| WHAT IS NEEDED |
Write out all the data below exactly.

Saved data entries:
+ + + +
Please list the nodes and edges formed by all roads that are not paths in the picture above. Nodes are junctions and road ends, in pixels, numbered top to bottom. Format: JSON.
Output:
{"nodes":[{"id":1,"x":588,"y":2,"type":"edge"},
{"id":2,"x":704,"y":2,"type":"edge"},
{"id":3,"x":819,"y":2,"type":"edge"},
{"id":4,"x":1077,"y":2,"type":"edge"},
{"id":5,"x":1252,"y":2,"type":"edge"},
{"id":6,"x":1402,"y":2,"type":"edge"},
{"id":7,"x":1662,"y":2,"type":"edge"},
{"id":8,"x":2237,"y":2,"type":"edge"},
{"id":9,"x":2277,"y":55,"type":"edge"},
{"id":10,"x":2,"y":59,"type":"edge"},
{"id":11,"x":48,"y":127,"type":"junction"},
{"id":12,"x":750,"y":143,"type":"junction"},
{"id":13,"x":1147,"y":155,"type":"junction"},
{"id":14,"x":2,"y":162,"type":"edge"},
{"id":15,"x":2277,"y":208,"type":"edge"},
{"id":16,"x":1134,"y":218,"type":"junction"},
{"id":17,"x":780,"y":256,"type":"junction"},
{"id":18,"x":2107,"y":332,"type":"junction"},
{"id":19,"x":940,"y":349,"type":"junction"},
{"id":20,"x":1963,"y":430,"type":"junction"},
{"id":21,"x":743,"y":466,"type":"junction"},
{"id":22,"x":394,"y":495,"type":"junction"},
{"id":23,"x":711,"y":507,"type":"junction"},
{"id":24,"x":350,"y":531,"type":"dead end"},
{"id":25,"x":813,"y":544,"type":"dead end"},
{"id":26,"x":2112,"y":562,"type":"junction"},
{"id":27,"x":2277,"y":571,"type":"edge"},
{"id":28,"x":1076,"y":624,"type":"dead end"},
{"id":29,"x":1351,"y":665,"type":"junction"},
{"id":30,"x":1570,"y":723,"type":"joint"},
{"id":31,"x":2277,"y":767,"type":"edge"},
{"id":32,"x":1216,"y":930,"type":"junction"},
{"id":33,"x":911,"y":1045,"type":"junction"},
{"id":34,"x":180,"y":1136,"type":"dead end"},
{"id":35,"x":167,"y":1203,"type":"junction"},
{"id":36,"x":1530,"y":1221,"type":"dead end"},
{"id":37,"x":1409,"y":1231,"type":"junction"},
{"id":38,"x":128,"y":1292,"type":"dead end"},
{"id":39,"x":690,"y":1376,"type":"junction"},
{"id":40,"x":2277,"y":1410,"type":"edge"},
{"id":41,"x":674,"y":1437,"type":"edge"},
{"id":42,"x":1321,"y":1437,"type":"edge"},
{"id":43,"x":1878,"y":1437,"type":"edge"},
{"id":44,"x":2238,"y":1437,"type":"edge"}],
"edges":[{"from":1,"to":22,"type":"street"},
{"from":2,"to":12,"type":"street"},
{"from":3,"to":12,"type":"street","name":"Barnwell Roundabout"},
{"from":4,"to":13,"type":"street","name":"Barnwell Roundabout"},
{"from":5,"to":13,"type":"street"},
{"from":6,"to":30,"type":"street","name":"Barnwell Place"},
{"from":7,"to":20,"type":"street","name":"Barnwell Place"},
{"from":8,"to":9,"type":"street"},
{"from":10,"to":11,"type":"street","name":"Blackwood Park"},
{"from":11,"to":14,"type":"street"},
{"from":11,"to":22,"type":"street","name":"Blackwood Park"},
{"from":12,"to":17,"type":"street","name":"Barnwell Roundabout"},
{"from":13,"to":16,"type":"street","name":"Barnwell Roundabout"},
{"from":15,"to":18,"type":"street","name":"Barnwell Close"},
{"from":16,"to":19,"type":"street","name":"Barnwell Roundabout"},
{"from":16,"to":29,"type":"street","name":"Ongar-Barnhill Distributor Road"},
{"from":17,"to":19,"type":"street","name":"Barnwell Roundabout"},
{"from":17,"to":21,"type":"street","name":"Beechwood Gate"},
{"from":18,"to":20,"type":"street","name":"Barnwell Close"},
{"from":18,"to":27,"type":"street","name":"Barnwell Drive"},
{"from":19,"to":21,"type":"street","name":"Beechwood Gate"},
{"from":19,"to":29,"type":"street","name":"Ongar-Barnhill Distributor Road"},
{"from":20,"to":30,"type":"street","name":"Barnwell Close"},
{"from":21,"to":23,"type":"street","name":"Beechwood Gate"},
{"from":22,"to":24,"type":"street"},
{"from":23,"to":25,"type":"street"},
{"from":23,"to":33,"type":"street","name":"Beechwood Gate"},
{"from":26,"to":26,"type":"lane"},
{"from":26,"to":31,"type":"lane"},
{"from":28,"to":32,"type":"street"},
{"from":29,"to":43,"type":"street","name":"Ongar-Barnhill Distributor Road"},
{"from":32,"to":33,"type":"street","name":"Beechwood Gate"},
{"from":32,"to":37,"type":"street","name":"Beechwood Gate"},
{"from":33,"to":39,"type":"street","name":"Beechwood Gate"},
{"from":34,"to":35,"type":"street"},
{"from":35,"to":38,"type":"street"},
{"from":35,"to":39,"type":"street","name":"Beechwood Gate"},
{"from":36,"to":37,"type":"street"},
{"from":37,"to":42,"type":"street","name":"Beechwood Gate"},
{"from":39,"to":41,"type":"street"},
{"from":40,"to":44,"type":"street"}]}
+ + + +
| COMPLETED EXERCISE |
Please list the nodes and edges formed by all roads that are not paths in the picture above. Nodes are junctions and road ends, in pixels, numbered top to bottom. Format: JSON.
Output:
{"nodes":[{"id":1,"x":588,"y":2,"type":"edge"},
{"id":2,"x":704,"y":2,"type":"edge"},
{"id":3,"x":819,"y":2,"type":"edge"},
{"id":4,"x":1077,"y":2,"type":"edge"},
{"id":5,"x":1252,"y":2,"type":"edge"},
{"id":6,"x":1402,"y":2,"type":"edge"},
{"id":7,"x":1662,"y":2,"type":"edge"},
{"id":8,"x":2237,"y":2,"type":"edge"},
{"id":9,"x":2277,"y":55,"type":"edge"},
{"id":10,"x":2,"y":59,"type":"edge"},
{"id":11,"x":48,"y":127,"type":"junction"},
{"id":12,"x":750,"y":143,"type":"junction"},
{"id":13,"x":1147,"y":155,"type":"junction"},
{"id":14,"x":2,"y":162,"type":"edge"},
{"id":15,"x":2277,"y":208,"type":"edge"},
{"id":16,"x":1134,"y":218,"type":"junction"},
{"id":17,"x":780,"y":256,"type":"junction"},
{"id":18,"x":2107,"y":332,"type":"junction"},
{"id":19,"x":940,"y":349,"type":"junction"},
{"id":20,"x":1963,"y":430,"type":"junction"},
{"id":21,"x":743,"y":466,"type":"junction"},
{"id":22,"x":394,"y":495,"type":"junction"},
{"id":23,"x":711,"y":507,"type":"junction"},
{"id":24,"x":350,"y":531,"type":"dead end"},
{"id":25,"x":813,"y":544,"type":"dead end"},
{"id":26,"x":2112,"y":562,"type":"junction"},
{"id":27,"x":2277,"y":571,"type":"edge"},
{"id":28,"x":1076,"y":624,"type":"dead end"},
{"id":29,"x":1351,"y":665,"type":"junction"},
{"id":30,"x":1570,"y":723,"type":"joint"},
{"id":31,"x":2277,"y":767,"type":"edge"},
{"id":32,"x":1216,"y":930,"type":"junction"},
{"id":33,"x":911,"y":1045,"type":"junction"},
{"id":34,"x":180,"y":1136,"type":"dead end"},
{"id":35,"x":167,"y":1203,"type":"junction"},
{"id":36,"x":1530,"y":1221,"type":"dead end"},
{"id":37,"x":1409,"y":1231,"type":"junction"},
{"id":38,"x":128,"y":1292,"type":"dead end"},
{"id":39,"x":690,"y":1376,"type":"junction"},
{"id":40,"x":2277,"y":1410,"type":"edge"},
{"id":41,"x":674,"y":1437,"type":"edge"},
{"id":42,"x":1321,"y":1437,"type":"edge"},
{"id":43,"x":1878,"y":1437,"type":"edge"},
{"id":44,"x":2238,"y":1437,"type":"edge"}],
"edges":[{"from":1,"to":22,"type":"street"},
{"from":2,"to":12,"type":"street"},
{"from":3,"to":12,"type":"street","name":"Barnwell Roundabout"},
{"from":4,"to":13,"type":"street","name":"Barnwell Roundabout"},
{"from":5,"to":13,"type":"street"},
{"from":6,"to":30,"type":"street","name":"Barnwell Place"},
{"from":7,"to":20,"type":"street","name":"Barnwell Place"},
{"from":8,"to":9,"type":"street"},
{"from":10,"to":11,"type":"street","name":"Blackwood Park"},
{"from":11,"to":14,"type":"street"},
{"from":11,"to":22,"type":"street","name":"Blackwood Park"},
{"from":12,"to":17,"type":"street","name":"Barnwell Roundabout"},
{"from":13,"to":16,"type":"street","name":"Barnwell Roundabout"},
{"from":15,"to":18,"type":"street","name":"Barnwell Close"},
{"from":16,"to":19,"type":"street","name":"Barnwell Roundabout"},
{"from":16,"to":29,"type":"street","name":"Ongar-Barnhill Distributor Road"},
{"from":17,"to":19,"type":"street","name":"Barnwell Roundabout"},
{"from":17,"to":21,"type":"street","name":"Beechwood Gate"},
{"from":18,"to":20,"type":"street","name":"Barnwell Close"},
{"from":18,"to":27,"type":"street","name":"Barnwell Drive"},
{"from":19,"to":21,"type":"street","name":"Beechwood Gate"},
{"from":19,"to":29,"type":"street","name":"Ongar-Barnhill Distributor Road"},
{"from":20,"to":30,"type":"street","name":"Barnwell Close"},
{"from":21,"to":23,"type":"street","name":"Beechwood Gate"},
{"from":22,"to":24,"type":"street"},
{"from":23,"to":25,"type":"street"},
{"from":23,"to":33,"type":"street","name":"Beechwood Gate"},
{"from":26,"to":26,"type":"lane"},
{"from":26,"to":31,"type":"lane"},
{"from":28,"to":32,"type":"street"},
{"from":29,"to":43,"type":"street","name":"Ongar-Barnhill Distributor Road"},
{"from":32,"to":33,"type":"street","name":"Beechwood Gate"},
{"from":32,"to":37,"type":"street","name":"Beechwood Gate"},
{"from":33,"to":39,"type":"street","name":"Beechwood Gate"},
{"from":34,"to":35,"type":"street"},
{"from":35,"to":38,"type":"street"},
{"from":35,"to":39,"type":"street","name":"Beechwood Gate"},
{"from":36,"to":37,"type":"street"},
{"from":37,"to":42,"type":"street","name":"Beechwood Gate"},
{"from":39,"to":41,"type":"street"},
{"from":40,"to":44,"type":"street"}]}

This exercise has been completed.